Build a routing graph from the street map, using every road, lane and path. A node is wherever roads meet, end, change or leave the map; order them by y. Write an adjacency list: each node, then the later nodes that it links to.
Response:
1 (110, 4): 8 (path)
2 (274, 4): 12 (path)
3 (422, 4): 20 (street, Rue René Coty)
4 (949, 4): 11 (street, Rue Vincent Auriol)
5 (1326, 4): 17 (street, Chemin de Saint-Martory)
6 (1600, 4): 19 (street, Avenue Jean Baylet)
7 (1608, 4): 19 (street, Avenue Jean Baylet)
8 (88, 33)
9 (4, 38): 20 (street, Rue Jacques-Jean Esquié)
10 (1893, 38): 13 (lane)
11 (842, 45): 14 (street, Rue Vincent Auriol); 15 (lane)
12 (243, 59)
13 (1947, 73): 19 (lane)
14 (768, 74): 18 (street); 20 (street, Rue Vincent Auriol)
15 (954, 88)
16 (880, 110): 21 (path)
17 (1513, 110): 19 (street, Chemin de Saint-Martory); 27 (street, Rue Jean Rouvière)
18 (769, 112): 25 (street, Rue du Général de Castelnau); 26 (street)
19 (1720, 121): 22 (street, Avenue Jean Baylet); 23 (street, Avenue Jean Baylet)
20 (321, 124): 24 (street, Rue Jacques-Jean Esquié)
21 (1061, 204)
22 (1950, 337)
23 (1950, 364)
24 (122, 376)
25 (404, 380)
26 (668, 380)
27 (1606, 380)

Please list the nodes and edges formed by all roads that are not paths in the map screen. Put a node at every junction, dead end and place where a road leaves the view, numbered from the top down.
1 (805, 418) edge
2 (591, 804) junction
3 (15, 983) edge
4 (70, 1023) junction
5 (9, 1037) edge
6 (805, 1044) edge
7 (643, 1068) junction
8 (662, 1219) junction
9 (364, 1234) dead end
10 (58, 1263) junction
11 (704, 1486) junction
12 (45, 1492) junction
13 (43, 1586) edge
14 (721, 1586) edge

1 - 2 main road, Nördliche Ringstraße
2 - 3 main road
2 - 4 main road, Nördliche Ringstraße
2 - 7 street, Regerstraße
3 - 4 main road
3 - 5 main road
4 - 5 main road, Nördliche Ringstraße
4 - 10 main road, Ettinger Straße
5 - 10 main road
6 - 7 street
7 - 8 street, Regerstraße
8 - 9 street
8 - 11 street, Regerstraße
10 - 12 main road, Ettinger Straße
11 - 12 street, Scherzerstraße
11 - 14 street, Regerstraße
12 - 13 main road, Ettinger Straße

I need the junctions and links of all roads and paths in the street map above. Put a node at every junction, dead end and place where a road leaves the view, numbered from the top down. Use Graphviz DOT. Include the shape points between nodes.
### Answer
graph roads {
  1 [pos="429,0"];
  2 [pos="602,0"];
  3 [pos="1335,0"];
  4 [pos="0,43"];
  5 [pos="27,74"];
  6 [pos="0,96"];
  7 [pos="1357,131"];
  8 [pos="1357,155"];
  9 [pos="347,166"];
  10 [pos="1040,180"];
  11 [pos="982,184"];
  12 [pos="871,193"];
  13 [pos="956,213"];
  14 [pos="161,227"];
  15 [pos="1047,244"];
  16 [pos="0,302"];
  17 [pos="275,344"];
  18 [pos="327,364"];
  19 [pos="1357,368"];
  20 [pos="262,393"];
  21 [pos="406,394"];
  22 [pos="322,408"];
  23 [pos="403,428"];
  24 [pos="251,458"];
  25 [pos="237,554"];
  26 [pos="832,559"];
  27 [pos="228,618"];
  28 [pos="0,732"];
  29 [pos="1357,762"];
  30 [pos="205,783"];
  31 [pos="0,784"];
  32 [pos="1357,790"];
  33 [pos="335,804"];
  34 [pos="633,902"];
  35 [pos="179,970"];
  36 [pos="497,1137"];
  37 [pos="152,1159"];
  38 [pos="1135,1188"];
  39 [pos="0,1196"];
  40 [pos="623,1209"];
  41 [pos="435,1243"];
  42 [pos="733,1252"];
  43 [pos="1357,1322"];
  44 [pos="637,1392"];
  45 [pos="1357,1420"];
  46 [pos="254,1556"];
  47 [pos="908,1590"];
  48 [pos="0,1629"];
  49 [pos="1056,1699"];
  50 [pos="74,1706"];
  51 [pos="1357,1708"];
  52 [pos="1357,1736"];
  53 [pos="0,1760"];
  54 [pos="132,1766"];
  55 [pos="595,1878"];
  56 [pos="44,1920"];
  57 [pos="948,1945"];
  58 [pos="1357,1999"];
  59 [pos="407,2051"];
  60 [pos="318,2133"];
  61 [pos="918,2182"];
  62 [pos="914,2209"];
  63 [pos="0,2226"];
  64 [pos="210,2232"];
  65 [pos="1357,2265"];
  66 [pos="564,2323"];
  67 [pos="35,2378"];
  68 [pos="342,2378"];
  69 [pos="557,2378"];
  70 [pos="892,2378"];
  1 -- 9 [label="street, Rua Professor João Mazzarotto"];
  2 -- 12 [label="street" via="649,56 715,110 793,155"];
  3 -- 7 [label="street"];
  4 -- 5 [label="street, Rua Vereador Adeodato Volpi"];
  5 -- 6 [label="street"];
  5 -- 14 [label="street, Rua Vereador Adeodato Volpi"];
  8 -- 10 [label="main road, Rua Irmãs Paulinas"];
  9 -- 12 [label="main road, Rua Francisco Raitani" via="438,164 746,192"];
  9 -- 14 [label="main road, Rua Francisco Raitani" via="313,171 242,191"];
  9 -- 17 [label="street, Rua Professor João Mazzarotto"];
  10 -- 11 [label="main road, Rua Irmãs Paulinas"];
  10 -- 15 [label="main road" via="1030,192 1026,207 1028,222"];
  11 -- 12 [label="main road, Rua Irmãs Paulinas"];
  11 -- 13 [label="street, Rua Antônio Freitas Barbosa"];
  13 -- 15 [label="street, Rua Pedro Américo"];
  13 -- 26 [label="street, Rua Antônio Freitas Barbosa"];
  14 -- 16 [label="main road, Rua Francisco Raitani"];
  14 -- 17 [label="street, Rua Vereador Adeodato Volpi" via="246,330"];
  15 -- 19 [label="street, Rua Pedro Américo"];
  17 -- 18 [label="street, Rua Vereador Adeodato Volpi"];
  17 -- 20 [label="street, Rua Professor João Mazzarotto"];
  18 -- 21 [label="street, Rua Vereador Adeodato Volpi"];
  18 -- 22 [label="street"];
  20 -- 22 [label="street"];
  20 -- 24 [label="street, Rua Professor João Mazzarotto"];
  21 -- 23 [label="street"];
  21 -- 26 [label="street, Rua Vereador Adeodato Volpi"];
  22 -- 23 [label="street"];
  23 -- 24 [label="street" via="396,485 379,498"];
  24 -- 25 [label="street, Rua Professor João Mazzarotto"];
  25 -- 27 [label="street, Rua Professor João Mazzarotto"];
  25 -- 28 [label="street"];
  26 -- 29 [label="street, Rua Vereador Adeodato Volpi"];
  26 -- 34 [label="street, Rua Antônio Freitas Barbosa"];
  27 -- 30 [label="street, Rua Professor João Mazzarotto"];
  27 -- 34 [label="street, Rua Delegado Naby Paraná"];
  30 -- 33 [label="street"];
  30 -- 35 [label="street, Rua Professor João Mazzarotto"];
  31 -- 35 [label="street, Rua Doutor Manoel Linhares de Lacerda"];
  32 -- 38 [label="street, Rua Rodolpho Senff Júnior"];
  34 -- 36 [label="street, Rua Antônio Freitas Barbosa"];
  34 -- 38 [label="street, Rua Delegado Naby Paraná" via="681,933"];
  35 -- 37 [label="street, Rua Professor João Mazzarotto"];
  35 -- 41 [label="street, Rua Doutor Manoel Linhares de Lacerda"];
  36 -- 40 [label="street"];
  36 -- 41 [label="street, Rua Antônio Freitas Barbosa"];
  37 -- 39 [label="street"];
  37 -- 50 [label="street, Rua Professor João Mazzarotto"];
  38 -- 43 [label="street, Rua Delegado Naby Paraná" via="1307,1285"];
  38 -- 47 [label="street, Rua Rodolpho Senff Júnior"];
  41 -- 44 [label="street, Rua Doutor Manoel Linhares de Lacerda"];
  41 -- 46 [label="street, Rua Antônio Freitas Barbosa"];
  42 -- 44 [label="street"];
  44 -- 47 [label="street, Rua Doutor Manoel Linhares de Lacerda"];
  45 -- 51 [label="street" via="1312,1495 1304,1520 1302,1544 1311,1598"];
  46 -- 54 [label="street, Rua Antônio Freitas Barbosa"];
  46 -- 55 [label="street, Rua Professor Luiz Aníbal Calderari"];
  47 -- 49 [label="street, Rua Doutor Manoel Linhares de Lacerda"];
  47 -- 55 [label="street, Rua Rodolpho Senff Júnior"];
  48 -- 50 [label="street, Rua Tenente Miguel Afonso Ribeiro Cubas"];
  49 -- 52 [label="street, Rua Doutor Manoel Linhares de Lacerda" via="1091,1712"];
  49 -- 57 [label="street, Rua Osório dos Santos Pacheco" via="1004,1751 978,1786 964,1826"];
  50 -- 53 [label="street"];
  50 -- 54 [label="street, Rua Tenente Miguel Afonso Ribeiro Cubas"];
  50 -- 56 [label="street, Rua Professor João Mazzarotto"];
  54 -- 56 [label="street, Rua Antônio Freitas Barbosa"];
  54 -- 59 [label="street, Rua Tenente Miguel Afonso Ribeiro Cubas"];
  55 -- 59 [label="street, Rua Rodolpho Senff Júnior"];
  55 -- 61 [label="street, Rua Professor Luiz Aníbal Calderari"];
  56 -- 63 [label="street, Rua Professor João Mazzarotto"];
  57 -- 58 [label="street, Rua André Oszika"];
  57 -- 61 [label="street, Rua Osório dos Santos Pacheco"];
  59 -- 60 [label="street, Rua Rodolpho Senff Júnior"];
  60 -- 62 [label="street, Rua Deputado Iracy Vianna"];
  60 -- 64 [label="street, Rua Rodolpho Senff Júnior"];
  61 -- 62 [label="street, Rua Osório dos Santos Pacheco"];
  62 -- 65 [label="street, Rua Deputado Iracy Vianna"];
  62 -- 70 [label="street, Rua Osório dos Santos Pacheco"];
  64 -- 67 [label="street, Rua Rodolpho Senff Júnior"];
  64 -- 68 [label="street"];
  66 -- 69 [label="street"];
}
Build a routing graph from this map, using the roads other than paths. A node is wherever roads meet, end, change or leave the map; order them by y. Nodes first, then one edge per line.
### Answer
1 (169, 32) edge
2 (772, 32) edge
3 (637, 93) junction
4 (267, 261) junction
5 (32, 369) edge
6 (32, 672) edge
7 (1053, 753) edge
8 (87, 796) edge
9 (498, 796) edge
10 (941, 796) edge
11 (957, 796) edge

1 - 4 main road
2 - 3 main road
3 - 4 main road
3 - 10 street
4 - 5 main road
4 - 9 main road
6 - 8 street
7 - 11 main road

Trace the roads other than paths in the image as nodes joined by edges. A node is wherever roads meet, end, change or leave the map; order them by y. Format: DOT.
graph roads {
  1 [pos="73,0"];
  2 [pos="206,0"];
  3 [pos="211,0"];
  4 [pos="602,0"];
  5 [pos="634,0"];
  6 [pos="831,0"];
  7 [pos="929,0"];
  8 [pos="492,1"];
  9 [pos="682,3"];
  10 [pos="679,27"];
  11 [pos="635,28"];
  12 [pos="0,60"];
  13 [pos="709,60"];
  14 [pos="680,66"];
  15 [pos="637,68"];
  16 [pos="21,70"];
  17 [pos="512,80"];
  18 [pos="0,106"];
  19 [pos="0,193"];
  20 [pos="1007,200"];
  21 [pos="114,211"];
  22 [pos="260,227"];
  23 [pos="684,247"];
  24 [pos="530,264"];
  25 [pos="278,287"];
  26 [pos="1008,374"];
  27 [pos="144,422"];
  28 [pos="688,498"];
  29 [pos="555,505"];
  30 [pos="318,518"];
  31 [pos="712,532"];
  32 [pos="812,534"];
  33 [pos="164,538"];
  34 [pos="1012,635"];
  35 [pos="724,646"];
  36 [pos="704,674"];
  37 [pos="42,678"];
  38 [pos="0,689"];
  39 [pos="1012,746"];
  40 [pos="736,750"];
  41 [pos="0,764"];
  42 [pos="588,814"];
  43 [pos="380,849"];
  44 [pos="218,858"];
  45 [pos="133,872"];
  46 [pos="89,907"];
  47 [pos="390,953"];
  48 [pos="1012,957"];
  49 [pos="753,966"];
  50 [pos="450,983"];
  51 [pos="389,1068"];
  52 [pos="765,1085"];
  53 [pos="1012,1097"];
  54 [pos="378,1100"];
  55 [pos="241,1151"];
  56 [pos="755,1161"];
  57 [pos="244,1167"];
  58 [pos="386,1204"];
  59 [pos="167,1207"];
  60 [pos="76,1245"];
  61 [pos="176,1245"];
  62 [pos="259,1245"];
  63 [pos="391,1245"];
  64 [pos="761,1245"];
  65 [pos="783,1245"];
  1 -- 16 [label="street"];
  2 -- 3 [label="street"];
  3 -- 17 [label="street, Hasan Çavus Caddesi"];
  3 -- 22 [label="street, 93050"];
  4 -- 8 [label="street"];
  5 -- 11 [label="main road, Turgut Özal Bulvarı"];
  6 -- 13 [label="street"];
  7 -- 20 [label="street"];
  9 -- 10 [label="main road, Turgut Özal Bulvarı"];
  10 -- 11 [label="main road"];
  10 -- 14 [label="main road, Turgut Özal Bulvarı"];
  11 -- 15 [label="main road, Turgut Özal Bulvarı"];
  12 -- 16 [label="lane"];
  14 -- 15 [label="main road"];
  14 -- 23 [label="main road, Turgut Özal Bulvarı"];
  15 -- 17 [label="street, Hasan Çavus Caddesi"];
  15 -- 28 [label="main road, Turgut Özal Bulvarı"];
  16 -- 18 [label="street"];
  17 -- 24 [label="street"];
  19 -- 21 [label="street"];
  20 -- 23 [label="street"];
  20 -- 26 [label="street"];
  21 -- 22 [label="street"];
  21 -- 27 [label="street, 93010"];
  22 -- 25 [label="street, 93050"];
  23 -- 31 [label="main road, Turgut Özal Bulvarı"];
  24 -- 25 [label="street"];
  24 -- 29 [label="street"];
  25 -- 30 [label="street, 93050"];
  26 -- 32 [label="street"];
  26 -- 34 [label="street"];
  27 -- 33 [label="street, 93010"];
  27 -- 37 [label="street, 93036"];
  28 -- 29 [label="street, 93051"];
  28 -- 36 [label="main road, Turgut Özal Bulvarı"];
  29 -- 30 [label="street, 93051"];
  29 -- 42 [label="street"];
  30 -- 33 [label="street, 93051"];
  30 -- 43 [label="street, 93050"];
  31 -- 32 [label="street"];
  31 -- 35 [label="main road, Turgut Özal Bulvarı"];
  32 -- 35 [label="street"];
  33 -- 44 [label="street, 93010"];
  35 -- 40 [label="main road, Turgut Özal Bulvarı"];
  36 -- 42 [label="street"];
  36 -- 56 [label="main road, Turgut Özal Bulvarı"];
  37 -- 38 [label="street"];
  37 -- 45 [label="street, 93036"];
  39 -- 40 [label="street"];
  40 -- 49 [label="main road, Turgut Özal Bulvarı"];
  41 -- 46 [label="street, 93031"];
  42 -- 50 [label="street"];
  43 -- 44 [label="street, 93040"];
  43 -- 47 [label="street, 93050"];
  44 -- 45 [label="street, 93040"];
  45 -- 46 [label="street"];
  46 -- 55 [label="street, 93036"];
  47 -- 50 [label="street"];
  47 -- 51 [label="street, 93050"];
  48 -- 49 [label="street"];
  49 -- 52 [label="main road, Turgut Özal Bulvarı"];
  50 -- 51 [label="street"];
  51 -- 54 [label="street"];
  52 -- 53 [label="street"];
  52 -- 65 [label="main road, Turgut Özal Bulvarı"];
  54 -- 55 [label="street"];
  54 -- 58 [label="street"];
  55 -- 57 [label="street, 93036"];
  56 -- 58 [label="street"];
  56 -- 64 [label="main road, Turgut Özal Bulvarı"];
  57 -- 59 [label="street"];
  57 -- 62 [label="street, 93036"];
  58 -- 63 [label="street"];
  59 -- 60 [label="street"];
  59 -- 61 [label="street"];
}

- - -

## [About this exercise]
In the listing, find every line with the word "roads" and state how many there are, nothing more.

## [Response]
7